> Data supplied
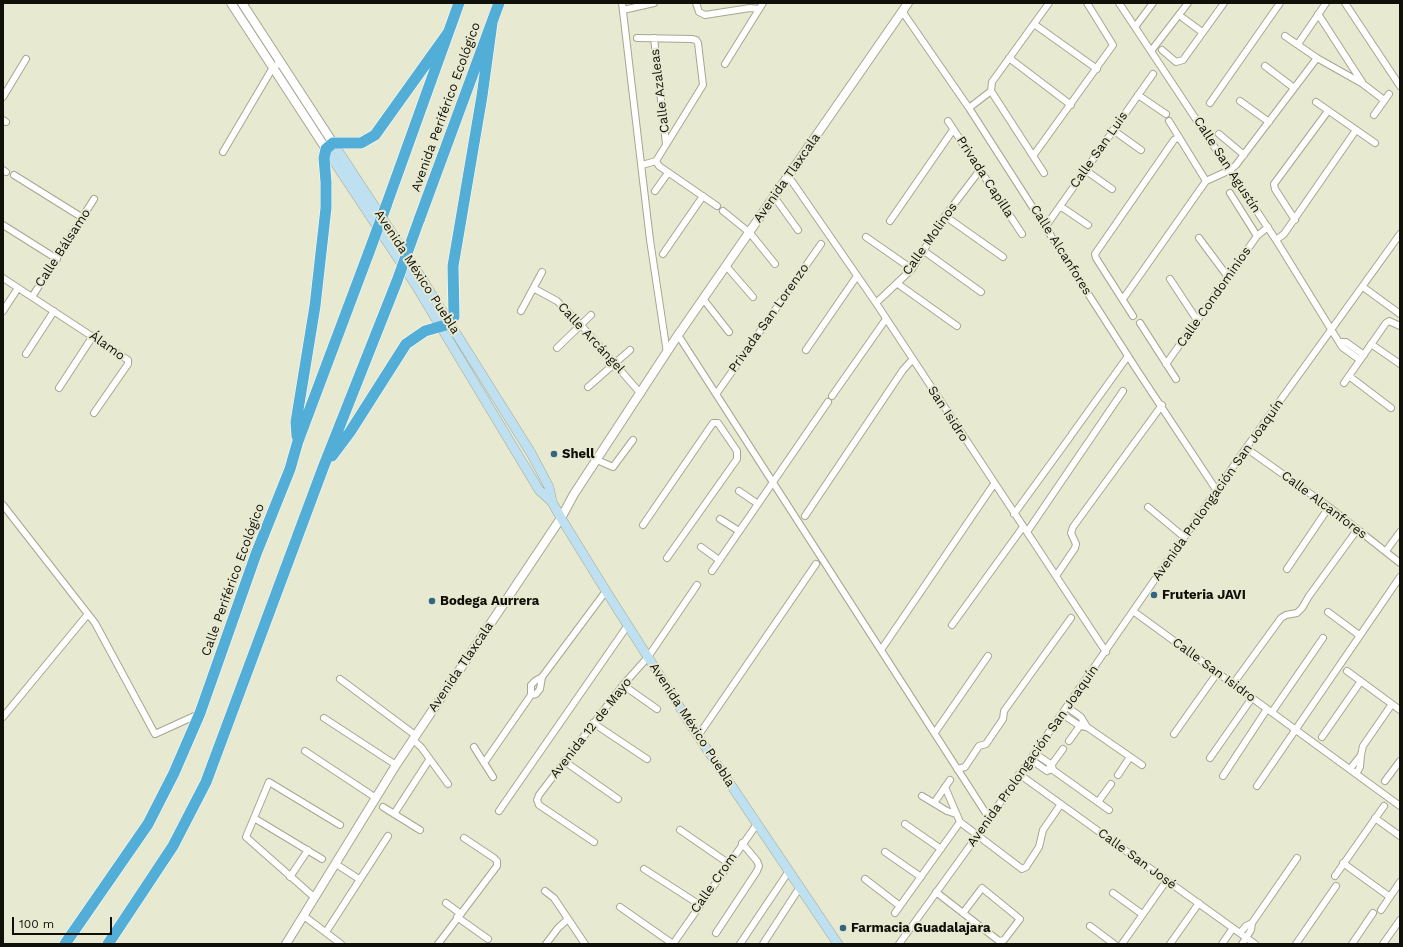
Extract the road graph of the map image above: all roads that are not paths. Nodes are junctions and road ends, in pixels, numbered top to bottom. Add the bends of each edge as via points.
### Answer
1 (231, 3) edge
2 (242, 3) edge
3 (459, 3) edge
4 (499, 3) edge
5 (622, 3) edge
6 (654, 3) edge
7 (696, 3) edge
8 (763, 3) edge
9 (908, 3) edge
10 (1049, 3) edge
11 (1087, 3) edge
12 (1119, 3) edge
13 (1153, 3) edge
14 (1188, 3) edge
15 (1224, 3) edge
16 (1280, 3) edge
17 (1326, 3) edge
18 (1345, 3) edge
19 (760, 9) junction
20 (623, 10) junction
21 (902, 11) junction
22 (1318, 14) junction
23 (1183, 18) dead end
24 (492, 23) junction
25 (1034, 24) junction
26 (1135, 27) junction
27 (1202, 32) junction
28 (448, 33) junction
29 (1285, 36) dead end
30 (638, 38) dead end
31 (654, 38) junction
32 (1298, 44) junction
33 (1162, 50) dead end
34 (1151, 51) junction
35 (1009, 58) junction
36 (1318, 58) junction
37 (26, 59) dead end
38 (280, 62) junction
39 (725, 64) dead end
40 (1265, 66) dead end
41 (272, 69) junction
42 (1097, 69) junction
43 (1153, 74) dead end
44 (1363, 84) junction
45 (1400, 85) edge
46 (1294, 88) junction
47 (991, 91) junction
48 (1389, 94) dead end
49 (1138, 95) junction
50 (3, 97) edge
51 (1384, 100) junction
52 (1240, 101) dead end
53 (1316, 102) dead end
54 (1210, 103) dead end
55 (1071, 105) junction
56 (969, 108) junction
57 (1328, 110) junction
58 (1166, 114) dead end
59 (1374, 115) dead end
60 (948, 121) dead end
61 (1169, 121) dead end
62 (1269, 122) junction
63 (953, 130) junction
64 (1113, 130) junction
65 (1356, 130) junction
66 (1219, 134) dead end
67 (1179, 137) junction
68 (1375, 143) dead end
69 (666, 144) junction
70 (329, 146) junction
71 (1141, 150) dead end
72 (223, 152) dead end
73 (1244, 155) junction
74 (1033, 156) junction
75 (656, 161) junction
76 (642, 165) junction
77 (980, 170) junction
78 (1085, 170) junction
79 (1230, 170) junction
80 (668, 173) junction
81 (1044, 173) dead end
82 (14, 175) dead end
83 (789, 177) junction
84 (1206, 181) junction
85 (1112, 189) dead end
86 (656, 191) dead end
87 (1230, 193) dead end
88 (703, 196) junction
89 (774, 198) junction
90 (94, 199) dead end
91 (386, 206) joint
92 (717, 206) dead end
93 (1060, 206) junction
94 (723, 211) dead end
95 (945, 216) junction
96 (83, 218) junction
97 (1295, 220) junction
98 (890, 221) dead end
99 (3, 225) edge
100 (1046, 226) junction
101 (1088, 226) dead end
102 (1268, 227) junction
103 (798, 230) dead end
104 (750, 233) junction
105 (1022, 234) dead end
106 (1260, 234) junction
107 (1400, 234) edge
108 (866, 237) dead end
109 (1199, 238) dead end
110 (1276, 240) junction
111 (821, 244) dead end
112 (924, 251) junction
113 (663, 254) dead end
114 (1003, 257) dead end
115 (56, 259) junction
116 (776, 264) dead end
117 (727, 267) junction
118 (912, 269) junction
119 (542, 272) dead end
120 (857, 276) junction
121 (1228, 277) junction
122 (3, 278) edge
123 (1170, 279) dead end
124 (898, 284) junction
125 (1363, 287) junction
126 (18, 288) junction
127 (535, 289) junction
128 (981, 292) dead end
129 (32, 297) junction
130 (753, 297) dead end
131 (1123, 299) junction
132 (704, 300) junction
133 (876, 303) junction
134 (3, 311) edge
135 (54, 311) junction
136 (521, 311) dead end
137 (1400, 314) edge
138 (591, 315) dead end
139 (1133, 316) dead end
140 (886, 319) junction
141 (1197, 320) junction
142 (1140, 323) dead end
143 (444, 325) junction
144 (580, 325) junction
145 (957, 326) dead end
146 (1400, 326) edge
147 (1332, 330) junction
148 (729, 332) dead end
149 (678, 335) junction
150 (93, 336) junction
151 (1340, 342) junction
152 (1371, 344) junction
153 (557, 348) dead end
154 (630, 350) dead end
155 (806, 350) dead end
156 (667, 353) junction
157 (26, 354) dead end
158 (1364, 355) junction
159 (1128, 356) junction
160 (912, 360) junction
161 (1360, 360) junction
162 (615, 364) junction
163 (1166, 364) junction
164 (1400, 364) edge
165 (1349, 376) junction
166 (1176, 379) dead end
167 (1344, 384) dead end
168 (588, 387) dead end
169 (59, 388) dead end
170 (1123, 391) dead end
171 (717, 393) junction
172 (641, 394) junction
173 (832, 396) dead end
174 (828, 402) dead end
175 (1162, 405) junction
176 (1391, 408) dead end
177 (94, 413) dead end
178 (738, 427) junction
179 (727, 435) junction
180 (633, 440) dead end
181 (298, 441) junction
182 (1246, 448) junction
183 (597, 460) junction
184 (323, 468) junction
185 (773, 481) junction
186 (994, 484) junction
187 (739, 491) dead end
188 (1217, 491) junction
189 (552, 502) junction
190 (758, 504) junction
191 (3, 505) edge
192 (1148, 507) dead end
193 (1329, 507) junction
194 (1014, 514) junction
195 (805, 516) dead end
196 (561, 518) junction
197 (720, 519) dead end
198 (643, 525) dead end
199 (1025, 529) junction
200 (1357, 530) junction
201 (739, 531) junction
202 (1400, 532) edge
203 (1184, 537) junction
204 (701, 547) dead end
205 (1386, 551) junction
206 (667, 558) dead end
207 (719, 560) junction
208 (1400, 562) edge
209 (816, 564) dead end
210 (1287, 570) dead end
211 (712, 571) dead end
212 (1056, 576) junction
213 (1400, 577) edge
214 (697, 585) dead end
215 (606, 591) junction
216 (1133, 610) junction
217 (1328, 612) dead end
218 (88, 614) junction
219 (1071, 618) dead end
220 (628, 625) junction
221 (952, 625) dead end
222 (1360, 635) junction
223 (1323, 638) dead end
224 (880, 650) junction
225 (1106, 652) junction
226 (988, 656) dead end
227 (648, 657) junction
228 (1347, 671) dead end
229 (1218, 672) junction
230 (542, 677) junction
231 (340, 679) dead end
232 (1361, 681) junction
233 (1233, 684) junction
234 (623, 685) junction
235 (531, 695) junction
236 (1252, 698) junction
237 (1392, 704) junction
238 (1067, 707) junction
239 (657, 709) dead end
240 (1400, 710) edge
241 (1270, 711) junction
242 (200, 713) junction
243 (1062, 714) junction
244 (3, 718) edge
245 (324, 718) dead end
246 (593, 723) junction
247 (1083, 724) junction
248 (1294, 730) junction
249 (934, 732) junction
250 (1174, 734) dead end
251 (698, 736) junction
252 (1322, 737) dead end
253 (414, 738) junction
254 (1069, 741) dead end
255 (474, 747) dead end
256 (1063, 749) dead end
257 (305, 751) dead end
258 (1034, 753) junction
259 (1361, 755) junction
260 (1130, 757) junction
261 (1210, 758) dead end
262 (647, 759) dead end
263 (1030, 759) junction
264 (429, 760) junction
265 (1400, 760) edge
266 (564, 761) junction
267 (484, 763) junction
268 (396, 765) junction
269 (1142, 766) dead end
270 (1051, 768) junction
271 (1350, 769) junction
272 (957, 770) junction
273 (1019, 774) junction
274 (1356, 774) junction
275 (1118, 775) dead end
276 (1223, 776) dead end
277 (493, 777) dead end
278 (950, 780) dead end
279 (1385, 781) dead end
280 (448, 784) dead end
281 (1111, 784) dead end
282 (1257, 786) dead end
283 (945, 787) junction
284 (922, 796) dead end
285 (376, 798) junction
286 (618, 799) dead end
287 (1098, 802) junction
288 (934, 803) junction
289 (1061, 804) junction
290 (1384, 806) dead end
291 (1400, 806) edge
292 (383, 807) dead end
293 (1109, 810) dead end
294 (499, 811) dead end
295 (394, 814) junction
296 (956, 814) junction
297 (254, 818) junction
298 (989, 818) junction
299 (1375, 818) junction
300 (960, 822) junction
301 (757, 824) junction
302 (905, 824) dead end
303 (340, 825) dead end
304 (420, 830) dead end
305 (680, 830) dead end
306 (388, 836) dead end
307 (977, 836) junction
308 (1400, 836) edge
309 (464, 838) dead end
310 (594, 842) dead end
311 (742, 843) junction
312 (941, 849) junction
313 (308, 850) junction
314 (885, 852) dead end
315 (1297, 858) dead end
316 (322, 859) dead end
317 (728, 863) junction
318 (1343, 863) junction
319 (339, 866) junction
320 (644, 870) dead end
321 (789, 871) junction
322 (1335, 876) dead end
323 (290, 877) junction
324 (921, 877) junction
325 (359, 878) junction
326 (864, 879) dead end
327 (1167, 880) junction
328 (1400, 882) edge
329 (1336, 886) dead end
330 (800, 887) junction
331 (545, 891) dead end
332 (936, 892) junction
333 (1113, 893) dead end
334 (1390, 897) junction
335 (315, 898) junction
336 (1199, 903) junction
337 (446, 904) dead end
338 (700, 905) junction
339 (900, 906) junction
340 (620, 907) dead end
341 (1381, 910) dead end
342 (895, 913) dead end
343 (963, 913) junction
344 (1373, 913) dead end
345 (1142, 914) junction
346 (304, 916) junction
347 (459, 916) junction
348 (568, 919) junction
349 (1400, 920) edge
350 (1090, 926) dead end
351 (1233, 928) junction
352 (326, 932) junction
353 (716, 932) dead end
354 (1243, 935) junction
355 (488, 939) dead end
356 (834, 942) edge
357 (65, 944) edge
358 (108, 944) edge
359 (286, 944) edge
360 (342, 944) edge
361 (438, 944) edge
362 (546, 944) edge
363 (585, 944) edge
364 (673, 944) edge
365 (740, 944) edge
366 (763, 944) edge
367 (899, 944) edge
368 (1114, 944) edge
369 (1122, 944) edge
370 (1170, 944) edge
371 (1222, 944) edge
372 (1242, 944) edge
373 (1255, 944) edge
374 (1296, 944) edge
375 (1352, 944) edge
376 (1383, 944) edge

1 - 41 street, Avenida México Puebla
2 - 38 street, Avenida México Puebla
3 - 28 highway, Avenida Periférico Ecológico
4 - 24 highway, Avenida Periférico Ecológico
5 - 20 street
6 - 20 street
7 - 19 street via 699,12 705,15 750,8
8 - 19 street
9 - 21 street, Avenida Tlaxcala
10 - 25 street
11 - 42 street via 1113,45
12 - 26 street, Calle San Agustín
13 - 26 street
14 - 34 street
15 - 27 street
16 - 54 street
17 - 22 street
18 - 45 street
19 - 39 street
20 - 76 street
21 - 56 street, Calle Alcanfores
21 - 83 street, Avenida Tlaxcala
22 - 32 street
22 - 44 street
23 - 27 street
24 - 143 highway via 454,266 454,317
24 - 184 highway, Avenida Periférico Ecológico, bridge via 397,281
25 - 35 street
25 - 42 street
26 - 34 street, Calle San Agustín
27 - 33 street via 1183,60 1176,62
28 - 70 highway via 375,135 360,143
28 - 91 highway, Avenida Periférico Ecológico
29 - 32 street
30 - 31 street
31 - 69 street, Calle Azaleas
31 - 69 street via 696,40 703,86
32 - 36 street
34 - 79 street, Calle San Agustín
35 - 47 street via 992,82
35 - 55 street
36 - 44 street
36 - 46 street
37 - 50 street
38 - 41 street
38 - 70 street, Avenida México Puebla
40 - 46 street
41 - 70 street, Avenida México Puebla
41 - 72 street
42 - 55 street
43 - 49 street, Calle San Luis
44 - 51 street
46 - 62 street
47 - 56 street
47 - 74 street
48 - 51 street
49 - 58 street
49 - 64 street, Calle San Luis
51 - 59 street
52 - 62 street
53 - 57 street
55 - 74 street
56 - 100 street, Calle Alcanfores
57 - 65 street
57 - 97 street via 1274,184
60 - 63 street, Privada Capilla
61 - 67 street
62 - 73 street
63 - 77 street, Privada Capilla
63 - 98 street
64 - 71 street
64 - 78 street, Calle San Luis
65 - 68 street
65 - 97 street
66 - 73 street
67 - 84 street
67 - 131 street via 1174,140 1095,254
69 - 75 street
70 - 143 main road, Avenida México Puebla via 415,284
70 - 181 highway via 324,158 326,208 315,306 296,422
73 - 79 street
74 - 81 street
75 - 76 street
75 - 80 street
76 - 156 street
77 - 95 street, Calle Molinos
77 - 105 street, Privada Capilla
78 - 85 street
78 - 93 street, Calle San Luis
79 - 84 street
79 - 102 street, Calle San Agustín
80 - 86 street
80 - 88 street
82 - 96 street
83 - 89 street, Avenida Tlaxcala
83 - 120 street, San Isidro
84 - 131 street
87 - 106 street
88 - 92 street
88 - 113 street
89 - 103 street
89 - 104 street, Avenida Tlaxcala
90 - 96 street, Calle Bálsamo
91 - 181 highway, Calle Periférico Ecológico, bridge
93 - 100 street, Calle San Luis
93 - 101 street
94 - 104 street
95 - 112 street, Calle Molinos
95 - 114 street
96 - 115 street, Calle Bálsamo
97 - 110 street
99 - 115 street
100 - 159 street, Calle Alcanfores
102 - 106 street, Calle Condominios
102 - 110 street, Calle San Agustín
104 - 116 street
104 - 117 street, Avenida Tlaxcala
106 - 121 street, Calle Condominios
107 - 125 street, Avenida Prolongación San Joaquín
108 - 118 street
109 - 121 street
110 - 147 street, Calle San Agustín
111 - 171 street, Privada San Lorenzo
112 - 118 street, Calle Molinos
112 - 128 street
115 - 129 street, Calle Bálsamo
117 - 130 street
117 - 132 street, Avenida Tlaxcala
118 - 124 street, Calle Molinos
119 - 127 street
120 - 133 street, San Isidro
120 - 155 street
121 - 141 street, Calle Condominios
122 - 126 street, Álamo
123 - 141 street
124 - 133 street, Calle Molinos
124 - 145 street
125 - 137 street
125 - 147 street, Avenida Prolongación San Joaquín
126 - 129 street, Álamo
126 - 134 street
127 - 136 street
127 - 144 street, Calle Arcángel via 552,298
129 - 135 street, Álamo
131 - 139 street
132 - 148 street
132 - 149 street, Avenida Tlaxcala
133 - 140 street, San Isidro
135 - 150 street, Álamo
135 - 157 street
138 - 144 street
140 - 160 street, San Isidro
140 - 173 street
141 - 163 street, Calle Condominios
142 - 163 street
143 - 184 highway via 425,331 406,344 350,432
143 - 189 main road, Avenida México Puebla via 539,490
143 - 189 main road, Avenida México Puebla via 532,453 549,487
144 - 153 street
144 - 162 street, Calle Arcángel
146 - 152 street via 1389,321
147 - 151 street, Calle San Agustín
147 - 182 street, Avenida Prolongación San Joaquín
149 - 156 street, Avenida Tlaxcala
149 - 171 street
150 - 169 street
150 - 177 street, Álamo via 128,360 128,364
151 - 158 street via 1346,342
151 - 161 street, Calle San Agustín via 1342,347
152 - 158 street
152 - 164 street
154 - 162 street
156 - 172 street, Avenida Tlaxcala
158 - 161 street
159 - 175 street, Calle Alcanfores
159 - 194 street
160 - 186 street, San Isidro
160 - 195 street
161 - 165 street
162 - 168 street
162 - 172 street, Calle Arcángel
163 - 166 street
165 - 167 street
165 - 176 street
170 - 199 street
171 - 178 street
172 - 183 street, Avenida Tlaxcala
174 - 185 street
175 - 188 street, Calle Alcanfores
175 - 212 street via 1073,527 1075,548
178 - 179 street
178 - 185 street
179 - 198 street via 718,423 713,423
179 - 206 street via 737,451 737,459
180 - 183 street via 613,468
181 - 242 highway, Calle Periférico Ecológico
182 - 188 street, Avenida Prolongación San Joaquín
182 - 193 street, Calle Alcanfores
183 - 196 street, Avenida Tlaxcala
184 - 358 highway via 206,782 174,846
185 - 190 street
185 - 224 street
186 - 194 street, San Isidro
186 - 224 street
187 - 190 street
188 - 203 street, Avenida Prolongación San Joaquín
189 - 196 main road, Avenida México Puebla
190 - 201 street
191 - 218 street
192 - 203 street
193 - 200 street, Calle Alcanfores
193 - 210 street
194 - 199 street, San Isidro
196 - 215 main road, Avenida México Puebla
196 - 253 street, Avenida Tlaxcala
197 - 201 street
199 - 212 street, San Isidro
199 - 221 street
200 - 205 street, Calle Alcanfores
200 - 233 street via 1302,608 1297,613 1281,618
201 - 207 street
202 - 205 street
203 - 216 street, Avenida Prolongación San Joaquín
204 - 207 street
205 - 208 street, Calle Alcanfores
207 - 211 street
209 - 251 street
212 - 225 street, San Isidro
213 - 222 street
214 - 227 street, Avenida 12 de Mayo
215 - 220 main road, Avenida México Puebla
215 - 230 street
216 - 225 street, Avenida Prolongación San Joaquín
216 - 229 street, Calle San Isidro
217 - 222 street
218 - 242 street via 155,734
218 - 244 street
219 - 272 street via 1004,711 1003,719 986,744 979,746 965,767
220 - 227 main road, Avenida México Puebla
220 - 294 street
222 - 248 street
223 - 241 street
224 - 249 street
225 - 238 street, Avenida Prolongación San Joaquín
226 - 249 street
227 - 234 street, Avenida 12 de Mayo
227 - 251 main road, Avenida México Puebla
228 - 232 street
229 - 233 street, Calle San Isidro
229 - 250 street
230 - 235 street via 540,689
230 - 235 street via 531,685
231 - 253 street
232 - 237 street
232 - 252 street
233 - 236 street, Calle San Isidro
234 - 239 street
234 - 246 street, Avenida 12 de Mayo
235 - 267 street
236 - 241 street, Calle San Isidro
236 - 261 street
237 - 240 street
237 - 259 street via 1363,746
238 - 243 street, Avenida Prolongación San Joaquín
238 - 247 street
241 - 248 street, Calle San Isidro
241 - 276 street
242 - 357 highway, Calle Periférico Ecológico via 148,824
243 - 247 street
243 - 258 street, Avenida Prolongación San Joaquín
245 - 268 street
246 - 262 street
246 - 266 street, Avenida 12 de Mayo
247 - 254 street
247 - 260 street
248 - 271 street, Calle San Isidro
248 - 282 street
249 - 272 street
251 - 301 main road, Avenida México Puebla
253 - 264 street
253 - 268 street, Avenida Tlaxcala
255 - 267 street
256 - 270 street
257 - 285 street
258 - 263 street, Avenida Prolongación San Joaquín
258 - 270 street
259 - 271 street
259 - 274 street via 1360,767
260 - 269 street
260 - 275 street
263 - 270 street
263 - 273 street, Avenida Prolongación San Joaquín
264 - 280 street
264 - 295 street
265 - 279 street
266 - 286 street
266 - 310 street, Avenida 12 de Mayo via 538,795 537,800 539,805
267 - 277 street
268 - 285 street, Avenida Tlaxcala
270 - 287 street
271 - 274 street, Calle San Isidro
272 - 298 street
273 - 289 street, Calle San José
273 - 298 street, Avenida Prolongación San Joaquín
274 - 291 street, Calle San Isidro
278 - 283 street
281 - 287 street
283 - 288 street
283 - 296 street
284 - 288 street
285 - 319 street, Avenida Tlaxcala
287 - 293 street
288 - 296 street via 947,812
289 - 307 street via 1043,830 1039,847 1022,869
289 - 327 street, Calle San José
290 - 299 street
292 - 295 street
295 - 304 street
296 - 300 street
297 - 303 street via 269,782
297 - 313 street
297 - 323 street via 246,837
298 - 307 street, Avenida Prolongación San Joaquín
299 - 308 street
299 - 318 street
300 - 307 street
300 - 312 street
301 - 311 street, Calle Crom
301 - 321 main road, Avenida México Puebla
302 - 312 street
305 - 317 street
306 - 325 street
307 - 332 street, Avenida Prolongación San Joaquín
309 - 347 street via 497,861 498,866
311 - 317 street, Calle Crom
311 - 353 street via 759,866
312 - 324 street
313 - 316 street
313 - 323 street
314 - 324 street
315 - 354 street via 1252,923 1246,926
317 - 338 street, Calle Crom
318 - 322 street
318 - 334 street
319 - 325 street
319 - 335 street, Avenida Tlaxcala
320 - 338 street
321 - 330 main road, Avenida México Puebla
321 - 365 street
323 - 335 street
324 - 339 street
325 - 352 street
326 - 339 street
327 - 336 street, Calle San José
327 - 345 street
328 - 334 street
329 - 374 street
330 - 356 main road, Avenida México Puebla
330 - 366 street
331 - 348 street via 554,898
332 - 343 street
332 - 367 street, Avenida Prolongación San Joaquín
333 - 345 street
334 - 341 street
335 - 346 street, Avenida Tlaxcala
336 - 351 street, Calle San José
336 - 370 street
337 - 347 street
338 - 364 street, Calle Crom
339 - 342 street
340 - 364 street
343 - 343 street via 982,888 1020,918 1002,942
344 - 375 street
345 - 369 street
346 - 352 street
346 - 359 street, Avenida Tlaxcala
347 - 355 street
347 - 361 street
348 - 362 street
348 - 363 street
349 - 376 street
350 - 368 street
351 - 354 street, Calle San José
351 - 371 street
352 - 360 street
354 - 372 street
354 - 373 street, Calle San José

> Description of the task
Answer with a number only: how many lines above have the word "José"?

> Task solution
6